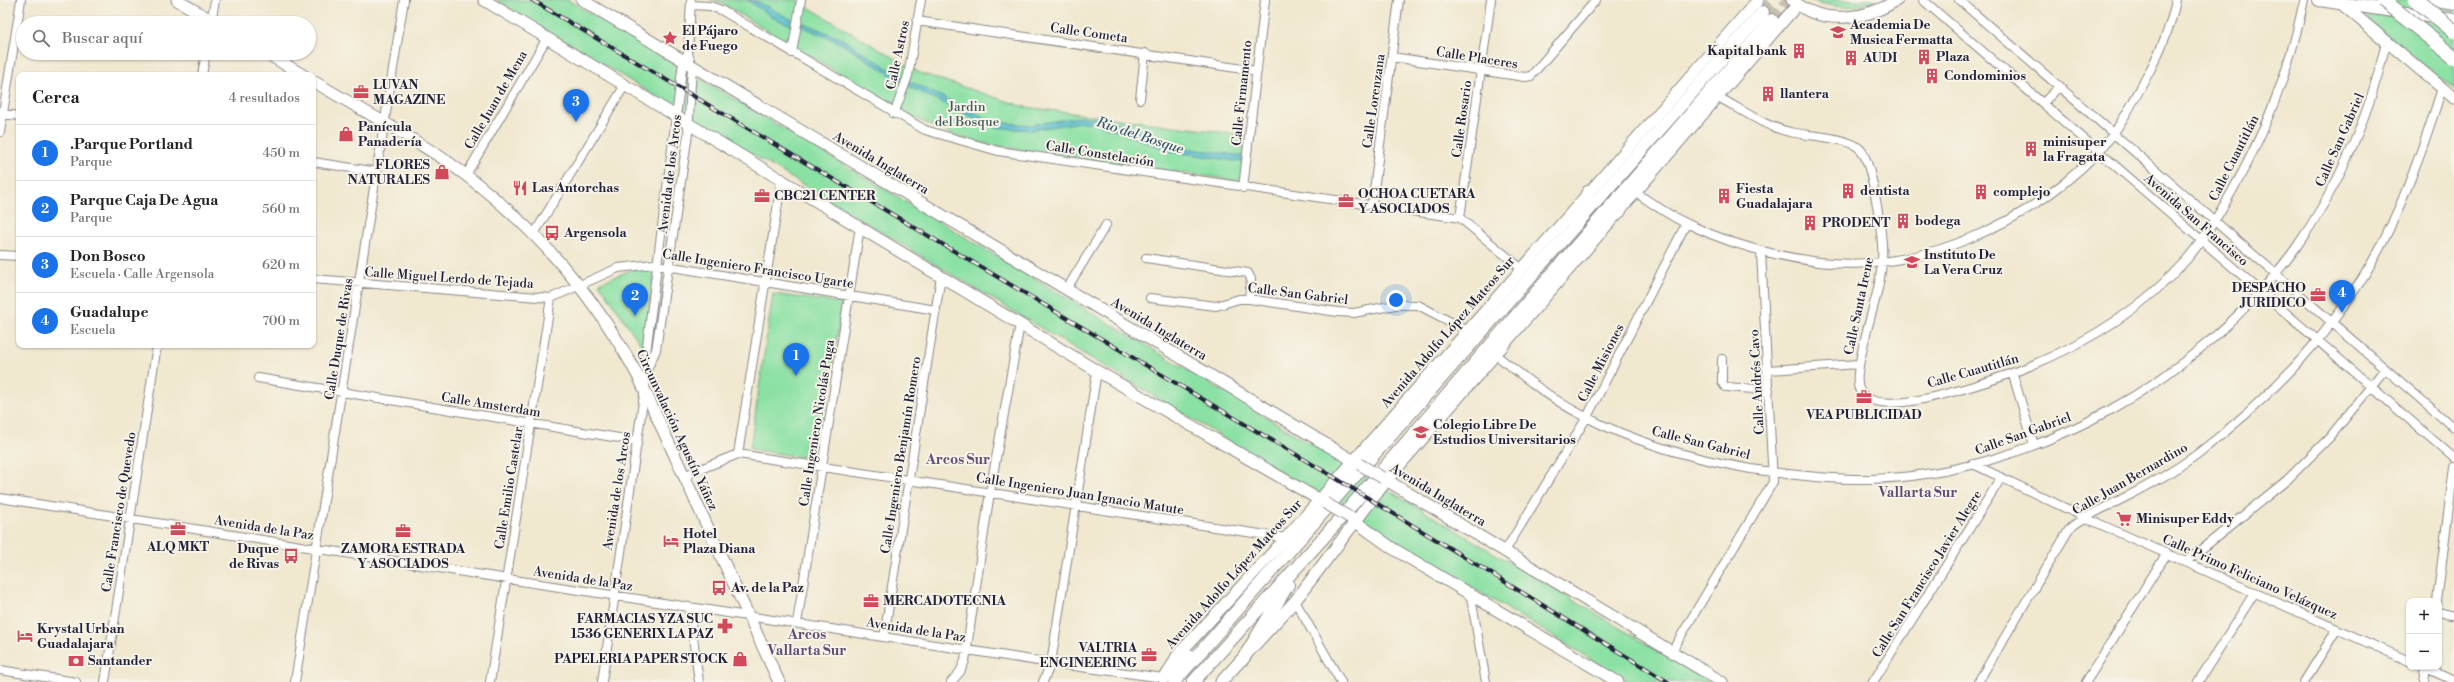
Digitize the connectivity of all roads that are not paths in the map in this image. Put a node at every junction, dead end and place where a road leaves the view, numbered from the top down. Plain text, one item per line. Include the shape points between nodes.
1 (21, 0) edge
2 (177, 0) edge
3 (214, 0) edge
4 (404, 0) edge
5 (484, 0) edge
6 (582, 0) edge
7 (801, 0) edge
8 (921, 0) edge
9 (1264, 0) edge
10 (1399, 0) edge
11 (1491, 0) edge
12 (1596, 0) edge
13 (1758, 0) tunnel mouth
14 (1897, 0) edge
15 (1923, 0) edge
16 (1959, 0) edge
17 (2176, 0) edge
18 (2304, 0) edge
19 (2319, 0) edge
20 (2383, 0) edge
21 (2416, 0) edge
22 (2431, 0) edge
23 (691, 2) edge
24 (1794, 2) edge
25 (2339, 2) edge
26 (2454, 4) edge
27 (18, 16) edge
28 (203, 16) edge
29 (213, 16) edge
30 (2454, 20) edge
31 (917, 21) junction
32 (16, 30) edge
33 (2454, 31) edge
34 (546, 38) junction
35 (2386, 43) junction
36 (792, 53) junction
37 (1145, 53) junction
38 (1392, 57) junction
39 (2454, 57) edge
40 (205, 60) edge
41 (278, 60) edge
42 (688, 61) junction
43 (1481, 70) junction
44 (1257, 71) junction
45 (203, 72) edge
46 (298, 72) edge
47 (316, 83) edge
48 (625, 85) junction
49 (2060, 86) junction
50 (2442, 88) junction
51 (1718, 97) junction
52 (2454, 98) edge
53 (1140, 100) dead end
54 (2043, 103) junction
55 (2, 113) edge
56 (894, 114) junction
57 (16, 115) edge
58 (677, 117) junction
59 (385, 124) junction
60 (689, 124) junction
61 (0, 132) edge
62 (2113, 133) junction
63 (2098, 151) junction
64 (316, 162) edge
65 (378, 172) junction
66 (466, 175) junction
67 (782, 178) junction
68 (1243, 188) junction
69 (1588, 192) junction
70 (1635, 192) junction
71 (1372, 205) junction
72 (1620, 211) junction
73 (1460, 218) junction
74 (2215, 221) junction
75 (1686, 224) junction
76 (1106, 225) dead end
77 (860, 227) junction
78 (534, 234) junction
79 (1564, 238) junction
80 (2202, 241) junction
81 (1576, 246) junction
82 (1761, 252) junction
83 (0, 255) edge
84 (16, 256) edge
85 (1146, 258) dead end
86 (1882, 261) junction
87 (657, 264) junction
88 (669, 266) junction
89 (1522, 269) junction
90 (2275, 274) junction
91 (941, 276) junction
92 (316, 279) edge
93 (766, 282) junction
94 (360, 283) junction
95 (580, 285) junction
96 (1066, 290) junction
97 (2260, 291) junction
98 (850, 296) junction
99 (551, 298) junction
100 (1150, 298) dead end
101 (1248, 299) junction
102 (936, 310) junction
103 (2330, 322) junction
104 (1020, 324) junction
105 (1468, 331) junction
106 (2318, 340) junction
107 (157, 348) edge
108 (1496, 355) junction
109 (1722, 359) dead end
110 (1859, 364) junction
111 (648, 367) junction
112 (2385, 369) junction
113 (1768, 370) junction
114 (1097, 371) junction
115 (2012, 375) junction
116 (258, 378) dead end
117 (2370, 386) junction
118 (645, 390) junction
119 (1769, 390) junction
120 (342, 392) junction
121 (1587, 417) junction
122 (531, 424) junction
123 (2454, 428) edge
124 (637, 441) junction
125 (2034, 445) junction
126 (738, 454) junction
127 (2454, 458) edge
128 (1356, 463) junction
129 (1973, 464) junction
130 (823, 467) junction
131 (2454, 468) edge
132 (1774, 472) junction
133 (683, 476) junction
134 (2001, 478) junction
135 (1385, 479) junction
136 (909, 480) junction
137 (990, 492) junction
138 (0, 498) edge
139 (1322, 501) junction
140 (1077, 505) junction
141 (130, 518) junction
142 (2086, 518) junction
143 (1352, 519) junction
144 (1286, 538) junction
145 (317, 548) junction
146 (1505, 551) junction
147 (2167, 553) junction
148 (1303, 560) junction
149 (2187, 561) junction
150 (507, 579) junction
151 (1470, 592) junction
152 (2255, 592) junction
153 (614, 595) junction
154 (2437, 598) edge
155 (1295, 601) junction
156 (689, 607) junction
157 (2442, 613) edge
158 (748, 616) junction
159 (2454, 616) edge
160 (797, 623) junction
161 (2337, 629) junction
162 (884, 637) junction
163 (966, 650) junction
164 (1672, 651) junction
165 (1243, 659) junction
166 (2406, 660) edge
167 (1051, 663) junction
168 (0, 670) edge
169 (2425, 670) edge
170 (2431, 670) edge
171 (1166, 681) edge
172 (2454, 681) edge
173 (76, 682) edge
174 (106, 682) edge
175 (295, 682) edge
176 (490, 682) edge
177 (602, 682) edge
178 (699, 682) edge
179 (778, 682) edge
180 (951, 682) edge
181 (1043, 682) edge
182 (1193, 682) edge
183 (1221, 682) edge
184 (1341, 682) edge
185 (1486, 682) edge
186 (1618, 682) edge
187 (1722, 682) edge
188 (1873, 682) edge
189 (1978, 682) edge
190 (2086, 682) edge
191 (2198, 682) edge
192 (2304, 682) edge
193 (2424, 682) edge

1 - 27 street
2 - 28 street
3 - 29 street
4 - 59 street, Calle Duque de Rivas
5 - 34 street
6 - 42 street, Avenida Inglaterra
7 - 36 street
8 - 31 street, Calle Astros
9 - 44 street, Calle Firmamento
10 - 38 street, Calle Lorenzana
11 - 43 street, Calle Rosario
12 - 43 street, Calle Placeres via 1531,76
13 - 69 street, Avenida Adolfo López Mateos Sur
14 - 24 street via 1871,13 1856,17 1826,16
15 - 54 street, Avenida San Francisco
16 - 49 street, Avenida San Francisco
17 - 62 street via 2158,55
18 - 74 street, Calle Cuautitlán via 2293,50 2263,132
19 - 25 main road
20 - 39 highway, bridge
21 - 33 highway, bridge
22 - 26 main road
23 - 36 street, Calle Constelación via 715,8
23 - 42 street, Avenida de los Arcos
24 - 51 street
25 - 30 main road
25 - 35 street
31 - 37 street, Calle Cometa
31 - 56 street, Calle Astros via 908,76
32 - 55 street
34 - 48 street
34 - 66 street, Calle Juan de Mena
35 - 50 street
35 - 90 street, Calle San Gabriel via 2372,99 2346,163 2313,222
36 - 56 street, Calle Constelación
37 - 44 street, Calle Cometa
37 - 53 street
38 - 43 street, Calle Placeres
38 - 71 street, Calle Lorenzana
40 - 45 street
41 - 46 street
42 - 58 street, Avenida de los Arcos
42 - 60 street, Avenida de los Arcos
42 - 96 street, Avenida Inglaterra
43 - 73 street, Calle Rosario
44 - 68 street, Calle Firmamento
47 - 59 street, Circunvalación Agustín Yáñez
48 - 58 street
48 - 78 street
49 - 54 street
49 - 62 street, Avenida San Francisco
50 - 52 street
50 - 103 street, Calle Juan Bernardino via 2422,151 2398,210 2368,268
51 - 70 street
51 - 86 street, Calle Santa Irene via 1786,132 1851,143 1863,151 1871,173
54 - 63 street, Avenida San Francisco
55 - 57 street
55 - 61 street
56 - 68 street, Calle Constelación via 925,130 998,151
58 - 60 street
58 - 87 street, Avenida de los Arcos
59 - 65 street, Calle Duque de Rivas
59 - 66 street, Circunvalación Agustín Yáñez
60 - 67 street
60 - 88 street, Avenida de los Arcos
62 - 63 street
62 - 74 street, Avenida San Francisco
63 - 80 street, Avenida San Francisco
63 - 86 street via 2049,194 1997,227 1951,246
64 - 65 street
65 - 94 street, Calle Duque de Rivas
66 - 78 street, Circunvalación Agustín Yáñez
67 - 77 street
67 - 93 street
68 - 71 street, Calle Constelación
69 - 79 main road
69 - 89 street, Avenida Adolfo López Mateos Sur
70 - 72 street
70 - 75 street
71 - 73 street, Calle Constelación
72 - 81 main road
72 - 108 street
73 - 89 street
74 - 80 street, Calle Cuautitlán
74 - 90 street, Avenida San Francisco
75 - 82 street via 1723,240
75 - 121 street, Calle Misiones
76 - 96 street
77 - 91 street
77 - 98 street, Calle Ingeniero Nicolás Puga
78 - 95 street, Circunvalación Agustín Yáñez
79 - 81 main road, Avenida Adolfo López Mateos Sur via 1768,16
79 - 171 main road, Avenida Adolfo López Mateos Sur via 1277,564 1243,594
80 - 97 street, Avenida San Francisco
80 - 115 street, Calle Cuautitlán via 2163,284 2129,311 2096,334
81 - 148 main road, Avenida Adolfo López Mateos Sur
82 - 86 street via 1820,262
82 - 113 street, Calle Andrés Cavo
83 - 84 street
85 - 101 street via 1245,272 1251,279
86 - 110 street, Calle Santa Irene
87 - 88 street, Calle Ingeniero Francisco Ugarte
87 - 95 street, Calle Ingeniero Francisco Ugarte via 618,268
87 - 111 street, Avenida de los Arcos via 646,353
88 - 93 street, Calle Ingeniero Francisco Ugarte
88 - 111 street, Avenida de los Arcos via 656,350
89 - 105 street, Avenida Adolfo López Mateos Sur
90 - 97 street, Calle San Gabriel
90 - 103 street, Avenida San Francisco
91 - 102 street, Calle Ingeniero Benjamín Romero
91 - 104 street
92 - 94 street, Calle Miguel Lerdo de Tejada
93 - 98 street, Calle Ingeniero Francisco Ugarte
93 - 126 street
94 - 99 street, Calle Miguel Lerdo de Tejada
94 - 120 street, Calle Duque de Rivas
95 - 99 street, Calle Miguel Lerdo de Tejada
95 - 118 street, Circunvalación Agustín Yáñez via 613,333
96 - 128 street, Avenida Inglaterra
97 - 106 street, Avenida San Francisco
97 - 125 street, Calle San Gabriel via 2212,338 2157,381 2098,417
98 - 102 street, Calle Ingeniero Francisco Ugarte
98 - 130 street, Calle Ingeniero Nicolás Puga
99 - 122 street, Calle Emilio Castelar
100 - 101 street, Calle San Gabriel via 1216,306
101 - 105 street, Calle San Gabriel via 1354,313 1395,305 1418,305
102 - 136 street, Calle Ingeniero Benjamín Romero
103 - 106 street, Calle Juan Bernardino
103 - 112 street, Avenida San Francisco
104 - 114 street
104 - 137 street
105 - 128 street, Avenida Adolfo López Mateos Sur
106 - 117 street, Avenida San Francisco
106 - 142 street, Calle Juan Bernardino via 2250,410 2195,456 2159,479
107 - 141 street, Calle Francisco de Quevedo
108 - 121 street, Calle San Gabriel via 1540,388
108 - 135 street
109 - 119 street via 1722,382 1725,388
110 - 113 street, Calle Santa Irene
110 - 115 street, Calle Cuautitlán via 1859,390 1871,400 1884,402 1903,402 1958,391
111 - 118 street, Avenida de los Arcos
112 - 117 street
112 - 123 street, Avenida San Francisco
113 - 119 street, Calle Andrés Cavo
114 - 139 street
114 - 140 street
115 - 125 street
116 - 120 street, Calle Amsterdam
117 - 127 street, Avenida San Francisco
117 - 149 street via 2330,437 2286,480
118 - 124 street, Avenida de los Arcos
118 - 133 street, Circunvalación Agustín Yáñez
119 - 132 street, Calle Andrés Cavo
120 - 122 street, Calle Amsterdam
120 - 145 street, Calle Duque de Rivas
121 - 132 street, Calle San Gabriel via 1632,437 1677,452 1724,464
121 - 146 street, Calle Misiones
122 - 124 street, Calle Amsterdam
122 - 150 street, Calle Emilio Castelar
124 - 153 street, Avenida de los Arcos
125 - 129 street, Calle San Gabriel
126 - 130 street, Calle Ingeniero Juan Ignacio Matute
126 - 133 street
128 - 135 street, Avenida Inglaterra, bridge
128 - 139 street, Avenida Adolfo López Mateos Sur
129 - 132 street, Calle San Gabriel via 1938,472 1871,479 1810,477
129 - 134 street, Calle Primo Feliciano Velázquez
130 - 136 street, Calle Ingeniero Juan Ignacio Matute
130 - 160 street, Calle Ingeniero Nicolás Puga
131 - 154 street
132 - 164 street, Calle Andrés Cavo via 1771,489
133 - 158 street, Circunvalación Agustín Yáñez
134 - 142 street, Calle Primo Feliciano Velázquez
134 - 188 street, Calle San Francisco Javier Alegre
135 - 143 street
135 - 146 street, Avenida Inglaterra
136 - 137 street, Calle Ingeniero Juan Ignacio Matute
136 - 162 street, Calle Ingeniero Benjamín Romero
137 - 140 street, Calle Ingeniero Juan Ignacio Matute
137 - 163 street
138 - 141 street, Avenida de la Paz
139 - 143 street, bridge
139 - 144 street, Avenida Adolfo López Mateos Sur
140 - 144 street, Calle Ingeniero Juan Ignacio Matute
140 - 167 street
141 - 145 street, Avenida de la Paz
141 - 174 street, Calle Francisco de Quevedo
142 - 147 street, Calle Primo Feliciano Velázquez
142 - 189 street, Calle Juan Bernardino via 2070,528
143 - 151 street via 1392,548
143 - 155 street
144 - 171 street, Avenida Adolfo López Mateos Sur via 1177,656
145 - 150 street, Avenida de la Paz
145 - 175 street, Calle Duque de Rivas
146 - 164 street, Avenida Inglaterra
147 - 149 street, Calle Primo Feliciano Velázquez
147 - 190 street
148 - 165 main road
148 - 182 main road, Avenida Adolfo López Mateos Sur
149 - 152 street, Calle Primo Feliciano Velázquez
150 - 153 street, Avenida de la Paz
150 - 176 street, Calle Emilio Castelar
151 - 185 street
151 - 186 street
152 - 161 street, Calle Primo Feliciano Velázquez
152 - 191 street
153 - 156 street, Avenida de la Paz
153 - 177 street, Avenida de los Arcos
155 - 165 street
155 - 184 street
156 - 158 street, Avenida de la Paz
156 - 178 street
157 - 159 street
158 - 160 street, Avenida de la Paz
158 - 179 street, Circunvalación Agustín Yáñez
160 - 162 street, Avenida de la Paz
161 - 166 street, Calle Primo Feliciano Velázquez
161 - 192 street
162 - 163 street, Avenida de la Paz
163 - 167 street, Avenida de la Paz
163 - 180 street via 960,672
164 - 187 street, Avenida Inglaterra
165 - 183 street
167 - 171 street, Avenida de la Paz
167 - 181 street
168 - 173 street
169 - 193 street
170 - 172 street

WORK REQUEST
Going through the entries above, count the lines with the word "Circunvalación". Give only the result.

RESPONSE BELOW
8